### Task directions:
Find the line with "M896 432 905" and the line with "M1152 385 1175" in the entries below; output exactly those two lines, every line between them, and no others.

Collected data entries
----------
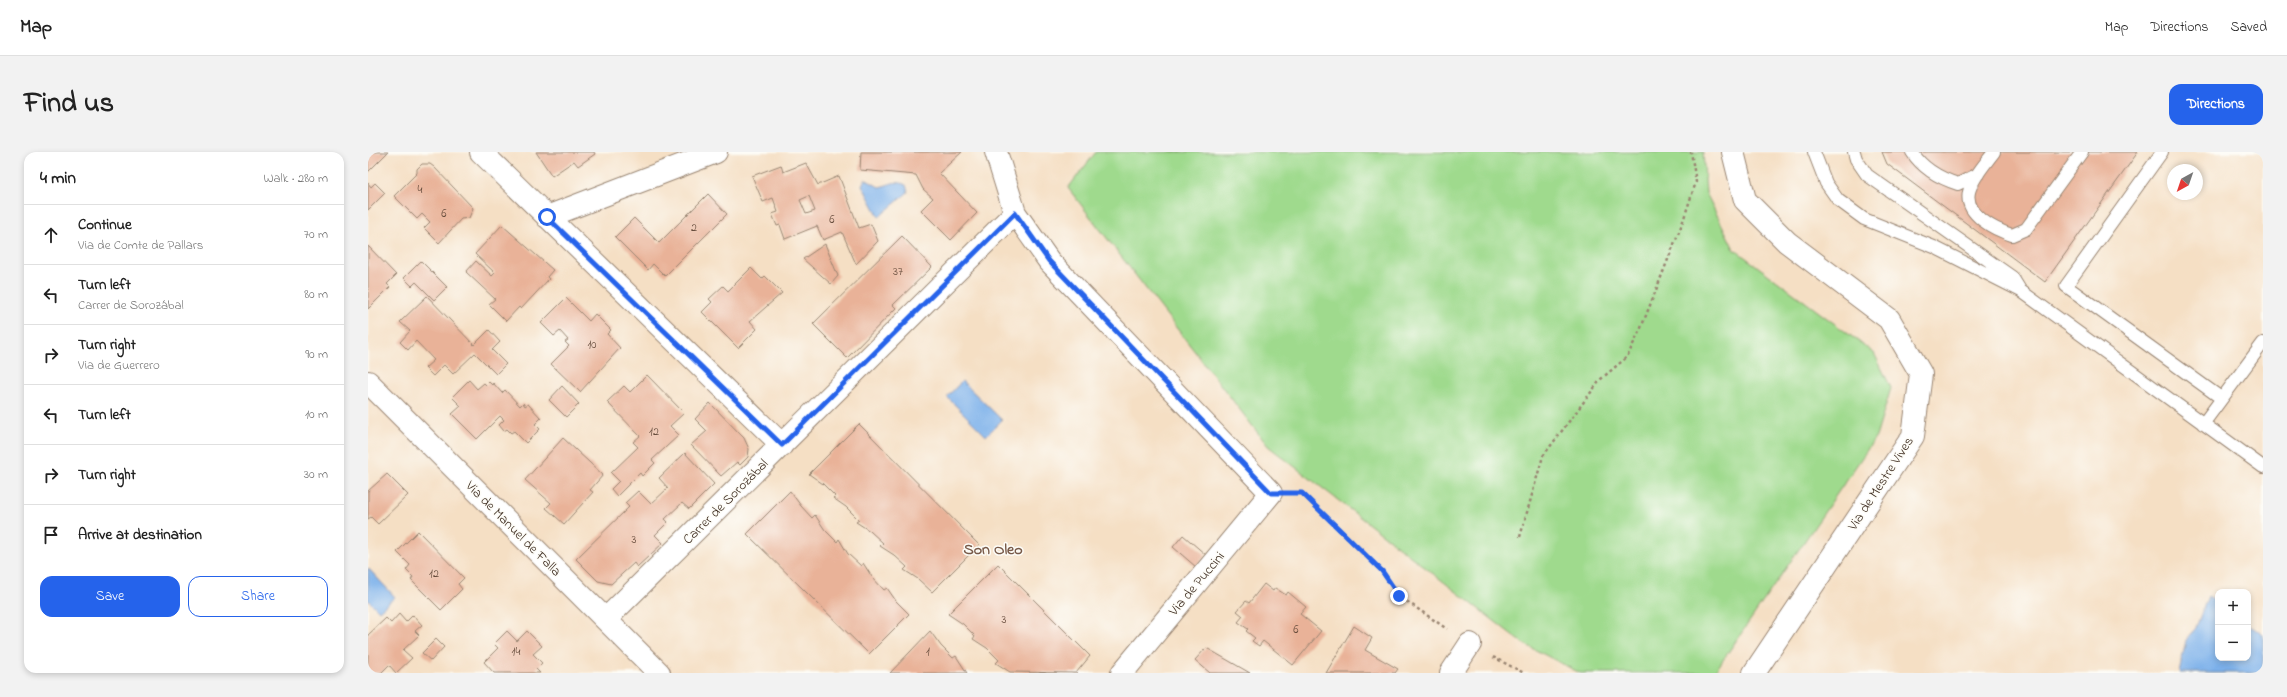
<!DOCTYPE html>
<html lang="en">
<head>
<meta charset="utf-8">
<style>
  :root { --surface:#fff; --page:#f2f2f2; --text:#222; --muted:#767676; --line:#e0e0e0; --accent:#2563eb }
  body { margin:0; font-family:"Indie Flower",sans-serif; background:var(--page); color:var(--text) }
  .controls { position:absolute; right:12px; bottom:12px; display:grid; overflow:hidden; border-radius:8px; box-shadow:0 2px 6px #0003 }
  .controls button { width:36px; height:36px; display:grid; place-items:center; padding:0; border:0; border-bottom:1px solid var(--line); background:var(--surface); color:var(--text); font:20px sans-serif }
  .compass { position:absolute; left:1799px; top:12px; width:36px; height:36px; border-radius:50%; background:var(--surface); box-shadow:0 2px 6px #0003; rotate:220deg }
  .stop { position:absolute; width:12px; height:12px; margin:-9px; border:3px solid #2563eb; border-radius:50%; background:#fff }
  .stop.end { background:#2563eb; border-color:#fff; box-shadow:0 1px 4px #0008 }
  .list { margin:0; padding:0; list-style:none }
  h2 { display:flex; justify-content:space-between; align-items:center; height:52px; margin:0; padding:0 16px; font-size:17px }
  h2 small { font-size:13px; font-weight:400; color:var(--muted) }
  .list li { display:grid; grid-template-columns:26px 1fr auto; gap:12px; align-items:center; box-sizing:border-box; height:60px; padding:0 16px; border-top:1px solid var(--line) }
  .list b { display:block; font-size:15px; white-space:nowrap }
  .list p { margin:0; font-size:13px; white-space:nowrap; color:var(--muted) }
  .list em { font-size:13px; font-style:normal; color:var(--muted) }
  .actions { display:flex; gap:8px; padding:12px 16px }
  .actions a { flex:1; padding:9px 0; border:1px solid var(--accent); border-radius:12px; text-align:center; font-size:14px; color:var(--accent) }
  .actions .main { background:var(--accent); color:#fff }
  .icon { flex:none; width:22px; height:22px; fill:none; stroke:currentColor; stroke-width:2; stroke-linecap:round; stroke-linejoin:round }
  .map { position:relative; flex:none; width:1895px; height:521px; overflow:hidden; border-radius:12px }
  header { display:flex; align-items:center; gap:24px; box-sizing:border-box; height:56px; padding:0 20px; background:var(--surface); border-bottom:1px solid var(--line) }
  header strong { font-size:19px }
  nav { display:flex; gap:22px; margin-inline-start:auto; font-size:14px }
  .intro { display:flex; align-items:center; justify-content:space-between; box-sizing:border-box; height:96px; padding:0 24px }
  h1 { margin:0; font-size:28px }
  .button { padding:10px 18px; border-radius:12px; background:var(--accent); color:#fff; font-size:14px; font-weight:700 }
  main { display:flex; gap:24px; padding:0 24px }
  aside { flex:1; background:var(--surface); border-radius:12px; box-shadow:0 2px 6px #0003 }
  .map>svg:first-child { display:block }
  .green { fill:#9fda8d; stroke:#6d8256 }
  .water { fill:#7cb0ea; stroke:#5c6d84 }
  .building { fill:#e9b298; fill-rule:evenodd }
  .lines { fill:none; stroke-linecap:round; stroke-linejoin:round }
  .service-casing { stroke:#988471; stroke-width:14 }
  .minor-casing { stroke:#988471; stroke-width:24 }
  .path { stroke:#988471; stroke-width:2.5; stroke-dasharray:3 3; stroke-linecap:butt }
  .service { stroke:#fff; stroke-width:12 }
  .minor { stroke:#fff; stroke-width:22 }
  .route { stroke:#2563eb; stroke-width:5 }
  .labels { text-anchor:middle; stroke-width:3; stroke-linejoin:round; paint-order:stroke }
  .number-label { font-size:12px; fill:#664c3c }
  .street-label { font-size:14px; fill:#3b2a1e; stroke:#fdfcf7 }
  .quarter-label { font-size:16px; font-weight:bold; fill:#785a49; stroke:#fdfcf7 }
</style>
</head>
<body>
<header>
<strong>Map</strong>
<nav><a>Map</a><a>Directions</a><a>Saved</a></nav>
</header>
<div class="intro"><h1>Find us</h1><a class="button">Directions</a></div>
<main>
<aside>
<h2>4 min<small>Walk · 280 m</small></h2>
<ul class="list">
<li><svg class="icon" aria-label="ahead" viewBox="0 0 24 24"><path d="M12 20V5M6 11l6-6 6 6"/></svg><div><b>Continue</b><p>Via de Comte de Pallars</p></div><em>70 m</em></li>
<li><svg class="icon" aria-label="left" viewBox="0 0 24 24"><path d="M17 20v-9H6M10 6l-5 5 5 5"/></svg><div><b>Turn left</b><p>Carrer de Sorozábal</p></div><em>80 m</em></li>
<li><svg class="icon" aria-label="right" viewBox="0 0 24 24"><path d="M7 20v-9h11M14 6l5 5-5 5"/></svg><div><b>Turn right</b><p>Via de Guerrero</p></div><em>90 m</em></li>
<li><svg class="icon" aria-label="left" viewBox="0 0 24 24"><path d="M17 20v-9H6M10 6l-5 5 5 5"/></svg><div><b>Turn left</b></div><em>10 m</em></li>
<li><svg class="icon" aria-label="right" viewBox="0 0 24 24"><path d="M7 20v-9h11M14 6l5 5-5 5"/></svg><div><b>Turn right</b></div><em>30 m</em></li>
<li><svg class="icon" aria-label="arrive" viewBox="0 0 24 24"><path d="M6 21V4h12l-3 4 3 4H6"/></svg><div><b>Arrive at destination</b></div></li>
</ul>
<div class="actions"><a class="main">Save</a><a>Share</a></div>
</aside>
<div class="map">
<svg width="1895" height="521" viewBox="0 0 1895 521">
  <rect width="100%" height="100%" fill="#fdfcf7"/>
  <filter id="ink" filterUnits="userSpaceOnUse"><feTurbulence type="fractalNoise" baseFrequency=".025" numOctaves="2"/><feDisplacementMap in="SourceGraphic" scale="8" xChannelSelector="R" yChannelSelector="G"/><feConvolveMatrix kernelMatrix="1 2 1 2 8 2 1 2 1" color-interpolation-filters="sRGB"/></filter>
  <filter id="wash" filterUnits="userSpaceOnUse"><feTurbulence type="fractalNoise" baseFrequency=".012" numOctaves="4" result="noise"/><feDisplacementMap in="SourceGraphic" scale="16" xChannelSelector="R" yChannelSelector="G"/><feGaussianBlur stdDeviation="0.9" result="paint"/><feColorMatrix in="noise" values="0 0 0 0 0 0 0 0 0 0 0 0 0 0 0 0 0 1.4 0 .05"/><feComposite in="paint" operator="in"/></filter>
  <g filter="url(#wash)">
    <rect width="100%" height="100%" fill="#f5dfc4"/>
    <path class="green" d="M728 0H1335L1338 41 1366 97 1506 201 1523 236 1508 285 1346 521H1212L1156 492 900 294 700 36Z"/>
    <path class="water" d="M497 27 511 35C522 33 527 27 538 33L540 40 511 65 494 33Z
      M594 229 634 268 618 284 579 245Z
      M0 416 27 445 11 459 0 448Z
      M1840 444 1850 451V506H1880V472L1895 483V521H1811L1818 488 1827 478Z"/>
    <g id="blocks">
      <path class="building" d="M0 0H20L0 20Z
        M168 0H226L227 2 210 14 206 9 184 24Z
        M493 0H594L571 21 609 61 583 88 553 58 565 46 555 37 548 23 492 18Z
        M1514 0H1770L1677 130 1519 12Z
        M438 11 450 33 471 24 491 76 503 72 510 89 488 112 474 80 455 88 449 74 417 87 412 73 409 74 404 62 410 60 405 46 395 50 384 24 413 13 415 20ZM441 44 447 59 438 62 432 48Z
        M54 12H62L66 15 105 56 101 66 93 67 71 91 56 76 62 70 54 62 49 67 26 44 49 21V17Z
        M0 31 3 35 7 31 17 41 0 58Z
        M340 42 359 62 297 124 285 112 280 118 247 85 266 66 291 91Z
        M134 73 185 118 179 125 181 127 153 157 151 155 138 169 121 152 127 147 98 120 108 109 124 124 127 121 107 102Z
        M534 84 564 115 525 153 528 156 479 206 445 172Z
        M457 92 470 124 463 132 435 107Z
        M0 94 28 123 19 132 22 135 0 157Z
        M53 109 79 135 66 148 48 130 44 134 36 126Z
        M383 116 394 127 397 124 414 141 382 169 389 177 370 196 334 160 344 150 341 147 355 134 360 139Z
        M59 144 106 193 121 178 132 190 124 198 138 212 128 222 107 201 85 222 76 213 65 224 57 216 66 208 48 189 40 198 32 190 42 179 32 170Z
        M198 146 221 169 227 162 243 178 239 182 252 196 212 240 183 212 201 194 197 190 200 188 192 179 186 184 173 171Z
        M279 223 316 261 302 274 311 283 284 308 287 311 274 324 272 321 249 344 243 337 251 329 243 321 270 295 265 290 272 284 239 250 256 234 262 240Z
        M101 228 109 237 116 231 118 233 121 230 124 233 125 231 134 241 137 238 152 254 155 251 157 254 160 252 173 266 167 272 172 277 158 291 146 279 143 281 139 277 136 279 131 273 136 268 132 264 109 287 84 262 93 254 84 245Z
        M194 234 211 252 198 265 181 248Z
        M342 251 376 286 381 297 380 305 372 313 369 310 353 324 323 293 339 279 327 267Z
        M491 272 611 393 564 440 550 427 536 418 539 415 526 403 512 394 515 391 502 379 488 370 491 368 478 355 465 346 467 344 455 332 441 322Z
        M195 286 235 323 222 338 225 340 196 372 178 356 183 351 157 328Z
        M317 301 346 332 321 357 314 351 297 367 300 370 287 383 295 391 269 415 266 411 243 432 230 429 208 407 261 355 257 351 270 339 283 352 300 336 291 326Z
        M19 322 40 343 10 372 3 365 0 367V339Z
        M422 339 433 354 444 366 447 363 457 378 469 390 471 387 480 402 493 414 495 411 504 425 516 438 519 436 528 449 541 462 501 502 379 382Z
        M50 379 96 426 90 432 94 437 73 458 43 428 45 425 38 418 42 413 29 400Z
        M815 383 838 403 828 415 805 395Z
        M630 412 722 504 708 521 642 520 628 511 631 508 619 496 605 487 607 484 595 472 580 462Z
        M896 432 905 439 907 436 918 443 920 440 938 455 932 462 953 479 925 513 895 489 891 494 884 489 887 486 878 479 880 477 870 470 875 464 869 459 878 449 881 451Z
        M31 462 38 470 45 463 54 473 47 479 51 483 35 498 44 506 28 521 21 513 13 521H0V483L18 466 23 471Z
        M986 474 1004 486 997 498 1030 517 1027 521H958Z
        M139 479 149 489 159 479 174 494 165 502 174 511 168 517 172 521H126L116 510 130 496 126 492Z
        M562 479 573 494 585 506 588 504 599 521H522Z
        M68 487 76 495 63 509 54 501Z
        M838 496 842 498 882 521H842L827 508Z"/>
    </g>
  </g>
  <g filter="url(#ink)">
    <use href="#blocks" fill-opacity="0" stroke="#988471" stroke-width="1"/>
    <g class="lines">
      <g class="service-casing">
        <path id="service" d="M1446 0 1458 31 1470 48 1496 67 1566 95 1653 139 1895 315
          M1486 0 1488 7 1499 23 1644 125 1652 138
          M1544 0C1555 17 1571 26 1590 32L1610 22
          M1626 0C1618 11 1604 26 1601 40 1596 63 1628 78 1644 83L1658 77 1714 0
          M1794 0 1698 134 1853 246
          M1835 272 1895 191"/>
      </g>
      <g class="minor-casing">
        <path id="minor" d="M113 0 414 293
          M628 0 647 61 681 109 903 341 754 521
          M1365 0 1377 48 1419 90 1521 167 1553 222 1545 284 1386 521
          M179 65 348 0
          M0 230 291 521
          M238 467 647 61
          M1083 521 1102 492"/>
      </g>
      <path class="path" d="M930 341H934L1014 419 1031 444 1079 477
        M1152 385 1175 304 1233 227 1259 205 1273 176 1314 72 1328 30 1323 0
        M1125 505 1156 521"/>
      <use href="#service" class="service"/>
      <use href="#minor" class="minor"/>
    </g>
  </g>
  <g class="lines" filter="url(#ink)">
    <path class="route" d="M179 65 414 293 647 61 681 109 903 341H934L1014 419 1031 444"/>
  </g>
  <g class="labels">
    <g class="number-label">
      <text x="52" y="41">4</text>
      <text x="76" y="65">6</text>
      <text x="464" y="71">6</text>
      <text x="326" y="79">2</text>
      <text x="530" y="123">37</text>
      <text x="224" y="196">10</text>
      <text x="286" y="283">12</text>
      <text x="266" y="391">3</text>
      <text x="66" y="425">12</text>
      <text x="636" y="471">3</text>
      <text x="928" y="481">6</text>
      <text x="148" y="503">14</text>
      <text x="560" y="503">1</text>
    </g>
    <g class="street-label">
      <text transform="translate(1512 331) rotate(-57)" y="5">Via de Mestre Vives</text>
      <text transform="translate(357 349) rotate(-45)" y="5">Carrer de Sorozábal</text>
      <text transform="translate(146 376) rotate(45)" y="5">Via de Manuel de Falla</text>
      <text transform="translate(828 431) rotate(-50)" y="5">Via de Puccini</text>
    </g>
    <g class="quarter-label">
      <text x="625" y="402">Son Oleo</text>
    </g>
  </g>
</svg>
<div class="controls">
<button>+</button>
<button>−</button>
</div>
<svg class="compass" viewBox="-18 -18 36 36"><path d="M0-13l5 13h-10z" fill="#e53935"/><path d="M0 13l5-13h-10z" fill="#767676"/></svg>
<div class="stop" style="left:179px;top:65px"></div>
<div class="stop end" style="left:1031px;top:444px"></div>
</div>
</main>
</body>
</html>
----------
### Expected answer:
        M896 432 905 439 907 436 918 443 920 440 938 455 932 462 953 479 925 513 895 489 891 494 884 489 887 486 878 479 880 477 870 470 875 464 869 459 878 449 881 451Z
        M31 462 38 470 45 463 54 473 47 479 51 483 35 498 44 506 28 521 21 513 13 521H0V483L18 466 23 471Z
        M986 474 1004 486 997 498 1030 517 1027 521H958Z
        M139 479 149 489 159 479 174 494 165 502 174 511 168 517 172 521H126L116 510 130 496 126 492Z
        M562 479 573 494 585 506 588 504 599 521H522Z
        M68 487 76 495 63 509 54 501Z
        M838 496 842 498 882 521H842L827 508Z"/>
    </g>
  </g>
  <g filter="url(#ink)">
    <use href="#blocks" fill-opacity="0" stroke="#988471" stroke-width="1"/>
    <g class="lines">
      <g class="service-casing">
        <path id="service" d="M1446 0 1458 31 1470 48 1496 67 1566 95 1653 139 1895 315
          M1486 0 1488 7 1499 23 1644 125 1652 138
          M1544 0C1555 17 1571 26 1590 32L1610 22
          M1626 0C1618 11 1604 26 1601 40 1596 63 1628 78 1644 83L1658 77 1714 0
          M1794 0 1698 134 1853 246
          M1835 272 1895 191"/>
      </g>
      <g class="minor-casing">
        <path id="minor" d="M113 0 414 293
          M628 0 647 61 681 109 903 341 754 521
          M1365 0 1377 48 1419 90 1521 167 1553 222 1545 284 1386 521
          M179 65 348 0
          M0 230 291 521
          M238 467 647 61
          M1083 521 1102 492"/>
      </g>
      <path class="path" d="M930 341H934L1014 419 1031 444 1079 477
        M1152 385 1175 304 1233 227 1259 205 1273 176 1314 72 1328 30 1323 0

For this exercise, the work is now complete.